Josef Schovanec est un autiste impressionnant de polyglottie et d’aptitude aux langues : il en parle actuellement une bonne dizaine, et est également docteur en philosophie, en plus d’être un ancien élève de Science Po Paris. Dans cette autobiographie qui a été écrite il y a quelques années (on peut d’ailleurs voir des différence de traitement de sujet entre Julie Dachez et lui), là aussi le but est de transcrire sur papier le vécu d’une personne autiste, et en plus des errances diagnostiques, on a également le danger qui se cache derrière celles-ci : par exemple M. Schovanec a été sous camisole chimique, les psychiatres le suivant n’ayant pas forcément compris de quoi il ressortissait. On a ici contrairement à La Différence invisible -qui expose les choses via une narration intra et extrra diégétique pour montrer comment les choses sont ressenties,- uniquement le point de vue de l’auteur. Mais qui va expliquer son histoire, comme les difficultés que nous rencontrons au quotidien et qui ne font pas forcément partie des clichés, comme par exemple le fait que même si certains d’entre nous sont surdoués, il reste que ces même personnes vont rencontrer des difficultés devant l’accomplissement de tâches très simples comme par exemple faire ses lacets, ou même empiler des assiettes de façon à ce qu’elles soient droites. Egalement, Schovanec remonte jusqu’à son enfance, dans un fil conducteur jusqu’à maintenant, et peut donc témoigner de choses comme le harcèlement scolaire,qui touche en grande partie les enfants considérés comme différents.

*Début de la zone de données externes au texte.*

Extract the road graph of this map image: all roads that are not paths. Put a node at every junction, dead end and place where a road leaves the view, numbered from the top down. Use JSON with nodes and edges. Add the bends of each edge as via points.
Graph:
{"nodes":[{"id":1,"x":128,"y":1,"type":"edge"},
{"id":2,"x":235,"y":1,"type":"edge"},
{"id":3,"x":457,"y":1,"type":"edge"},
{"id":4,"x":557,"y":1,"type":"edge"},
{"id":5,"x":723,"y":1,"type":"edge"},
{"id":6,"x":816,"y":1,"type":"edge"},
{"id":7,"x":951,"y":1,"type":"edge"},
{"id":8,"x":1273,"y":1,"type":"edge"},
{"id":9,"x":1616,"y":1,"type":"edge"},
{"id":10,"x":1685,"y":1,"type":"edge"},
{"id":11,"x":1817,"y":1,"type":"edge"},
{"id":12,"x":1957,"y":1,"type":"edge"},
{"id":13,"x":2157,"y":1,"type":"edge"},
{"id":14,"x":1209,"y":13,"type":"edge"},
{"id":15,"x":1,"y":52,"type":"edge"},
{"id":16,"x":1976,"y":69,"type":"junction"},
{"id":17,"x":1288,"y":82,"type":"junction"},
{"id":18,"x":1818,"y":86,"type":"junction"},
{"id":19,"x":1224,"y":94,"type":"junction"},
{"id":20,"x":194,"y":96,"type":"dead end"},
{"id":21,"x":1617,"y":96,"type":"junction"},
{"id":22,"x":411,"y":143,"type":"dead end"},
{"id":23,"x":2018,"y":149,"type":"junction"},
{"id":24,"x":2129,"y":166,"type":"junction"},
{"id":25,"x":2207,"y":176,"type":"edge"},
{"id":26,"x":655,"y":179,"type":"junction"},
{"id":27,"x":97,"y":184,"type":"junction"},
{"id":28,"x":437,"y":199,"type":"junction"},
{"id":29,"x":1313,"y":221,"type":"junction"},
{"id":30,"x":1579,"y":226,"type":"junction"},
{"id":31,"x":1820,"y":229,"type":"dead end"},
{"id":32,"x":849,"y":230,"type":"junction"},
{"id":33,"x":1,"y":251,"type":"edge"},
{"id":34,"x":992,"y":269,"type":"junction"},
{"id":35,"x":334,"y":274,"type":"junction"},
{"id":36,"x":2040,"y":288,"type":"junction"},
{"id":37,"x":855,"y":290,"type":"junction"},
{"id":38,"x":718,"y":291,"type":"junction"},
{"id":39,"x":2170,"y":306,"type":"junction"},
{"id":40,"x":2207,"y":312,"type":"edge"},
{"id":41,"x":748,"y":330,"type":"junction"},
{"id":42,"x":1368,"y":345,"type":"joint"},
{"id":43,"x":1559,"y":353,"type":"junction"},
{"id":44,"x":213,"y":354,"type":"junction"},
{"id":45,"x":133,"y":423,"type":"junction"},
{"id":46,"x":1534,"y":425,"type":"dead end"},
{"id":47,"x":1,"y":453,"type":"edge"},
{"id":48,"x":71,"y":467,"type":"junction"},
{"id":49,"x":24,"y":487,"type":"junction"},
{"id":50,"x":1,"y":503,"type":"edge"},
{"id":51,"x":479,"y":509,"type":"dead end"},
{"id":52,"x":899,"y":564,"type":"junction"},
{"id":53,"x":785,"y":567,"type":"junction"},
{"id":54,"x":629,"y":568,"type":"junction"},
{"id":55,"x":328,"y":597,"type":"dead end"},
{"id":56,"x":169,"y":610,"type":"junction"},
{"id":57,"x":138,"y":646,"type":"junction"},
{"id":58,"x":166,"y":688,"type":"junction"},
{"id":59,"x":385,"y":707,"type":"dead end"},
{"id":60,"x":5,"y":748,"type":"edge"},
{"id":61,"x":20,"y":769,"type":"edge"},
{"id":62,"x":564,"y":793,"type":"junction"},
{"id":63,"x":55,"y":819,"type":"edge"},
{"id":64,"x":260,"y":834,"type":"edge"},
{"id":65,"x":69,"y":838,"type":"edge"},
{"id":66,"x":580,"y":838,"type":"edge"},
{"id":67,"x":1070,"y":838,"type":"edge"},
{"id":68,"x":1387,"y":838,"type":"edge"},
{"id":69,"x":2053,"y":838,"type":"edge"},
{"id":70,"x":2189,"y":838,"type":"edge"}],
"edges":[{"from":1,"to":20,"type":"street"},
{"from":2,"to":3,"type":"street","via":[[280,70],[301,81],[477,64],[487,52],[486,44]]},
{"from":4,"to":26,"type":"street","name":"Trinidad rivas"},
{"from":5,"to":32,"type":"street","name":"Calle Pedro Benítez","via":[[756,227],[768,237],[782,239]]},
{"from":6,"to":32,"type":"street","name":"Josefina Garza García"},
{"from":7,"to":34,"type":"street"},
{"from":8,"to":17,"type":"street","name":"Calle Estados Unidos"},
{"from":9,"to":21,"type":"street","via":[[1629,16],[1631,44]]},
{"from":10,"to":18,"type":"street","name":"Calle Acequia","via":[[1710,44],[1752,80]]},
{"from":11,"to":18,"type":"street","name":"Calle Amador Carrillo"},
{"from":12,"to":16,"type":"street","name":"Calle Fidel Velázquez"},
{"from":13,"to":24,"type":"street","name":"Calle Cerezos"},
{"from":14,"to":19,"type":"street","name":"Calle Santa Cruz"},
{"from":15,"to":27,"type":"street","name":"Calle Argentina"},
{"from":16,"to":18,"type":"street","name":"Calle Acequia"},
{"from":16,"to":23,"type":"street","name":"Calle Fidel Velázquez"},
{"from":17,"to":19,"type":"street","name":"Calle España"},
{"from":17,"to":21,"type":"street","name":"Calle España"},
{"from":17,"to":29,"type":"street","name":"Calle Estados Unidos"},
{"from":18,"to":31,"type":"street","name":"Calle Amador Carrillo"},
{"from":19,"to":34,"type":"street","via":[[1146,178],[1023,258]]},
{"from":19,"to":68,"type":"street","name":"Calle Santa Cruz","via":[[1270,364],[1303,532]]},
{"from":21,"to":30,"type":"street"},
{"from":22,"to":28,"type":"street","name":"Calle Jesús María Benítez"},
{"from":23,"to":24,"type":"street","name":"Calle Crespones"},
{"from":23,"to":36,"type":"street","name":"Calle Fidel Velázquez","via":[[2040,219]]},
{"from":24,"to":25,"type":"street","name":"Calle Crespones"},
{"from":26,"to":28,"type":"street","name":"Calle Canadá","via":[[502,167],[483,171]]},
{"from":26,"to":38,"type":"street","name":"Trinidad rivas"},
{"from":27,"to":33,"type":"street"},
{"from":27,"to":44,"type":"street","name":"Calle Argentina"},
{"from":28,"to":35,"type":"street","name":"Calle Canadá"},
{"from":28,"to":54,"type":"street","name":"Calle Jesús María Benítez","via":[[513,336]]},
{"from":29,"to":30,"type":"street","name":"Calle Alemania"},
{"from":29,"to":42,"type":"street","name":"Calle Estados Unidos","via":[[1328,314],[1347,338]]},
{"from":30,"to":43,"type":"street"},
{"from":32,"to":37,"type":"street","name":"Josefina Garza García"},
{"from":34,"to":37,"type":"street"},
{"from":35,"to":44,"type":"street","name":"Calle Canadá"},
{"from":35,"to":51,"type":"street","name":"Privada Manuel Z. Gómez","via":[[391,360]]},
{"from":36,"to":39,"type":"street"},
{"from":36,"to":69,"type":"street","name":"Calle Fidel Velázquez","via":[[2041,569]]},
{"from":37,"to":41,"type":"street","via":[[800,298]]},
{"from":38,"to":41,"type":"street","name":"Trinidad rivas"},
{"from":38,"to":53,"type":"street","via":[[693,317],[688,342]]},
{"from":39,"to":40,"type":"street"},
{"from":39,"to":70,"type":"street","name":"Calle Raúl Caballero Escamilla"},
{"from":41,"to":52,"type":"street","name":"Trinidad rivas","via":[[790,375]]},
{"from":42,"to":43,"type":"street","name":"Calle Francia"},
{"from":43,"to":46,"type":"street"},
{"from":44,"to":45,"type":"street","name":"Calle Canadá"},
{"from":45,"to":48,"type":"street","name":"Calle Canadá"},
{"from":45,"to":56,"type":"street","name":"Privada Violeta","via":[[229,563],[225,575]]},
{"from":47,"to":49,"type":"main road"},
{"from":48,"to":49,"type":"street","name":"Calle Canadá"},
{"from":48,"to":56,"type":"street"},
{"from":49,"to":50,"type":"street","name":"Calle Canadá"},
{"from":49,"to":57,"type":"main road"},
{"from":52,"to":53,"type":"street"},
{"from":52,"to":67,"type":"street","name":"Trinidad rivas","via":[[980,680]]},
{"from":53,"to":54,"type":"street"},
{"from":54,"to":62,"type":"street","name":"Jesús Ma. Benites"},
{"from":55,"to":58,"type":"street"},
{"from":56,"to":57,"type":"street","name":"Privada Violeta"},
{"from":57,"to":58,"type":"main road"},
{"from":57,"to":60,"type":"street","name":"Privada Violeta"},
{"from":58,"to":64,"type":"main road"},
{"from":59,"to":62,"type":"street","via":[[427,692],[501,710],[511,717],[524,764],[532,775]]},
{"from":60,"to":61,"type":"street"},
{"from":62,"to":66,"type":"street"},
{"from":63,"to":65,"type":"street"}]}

L’autisme est un sujet extrêmement large, et que je suis bien consciente d’avoir juste effleuré aujourd’hui. Je reste par exemple moi-même sur ma faim, en n’approfondissant pas nos caractéristiques propres ; tout comme je reste un peu frustrée de ne pas avoir pu exposer plus d’autistes. Toutefois, j’espère vous avoir proposé une synthèse qui vous donnera envie d’en savoir plus. Si vous vous posez la question, tout comme les deux auteurs dont je viens de parler, j’ai obtenu mon diagnostic l’année dernière, à 21 ans, suite à un burn out. Après j’ai également un cursus dit brillant étant passée par des classes prépa puis par une grande école, toutefois j’insiste fortement là-dessus : nous ne sommes pas une majorité, bien au contraire. Et même si on peut avoir l’impression que je n’ai aucun problème, en réalité j’en ai d’énormes en adaptation, qui me font constamment prendre sur moi et font que je dors énormément, sans oublier mes hypersensibilités sensorielles qui me rendent quasiment incapable de parler une bonne partie du temps.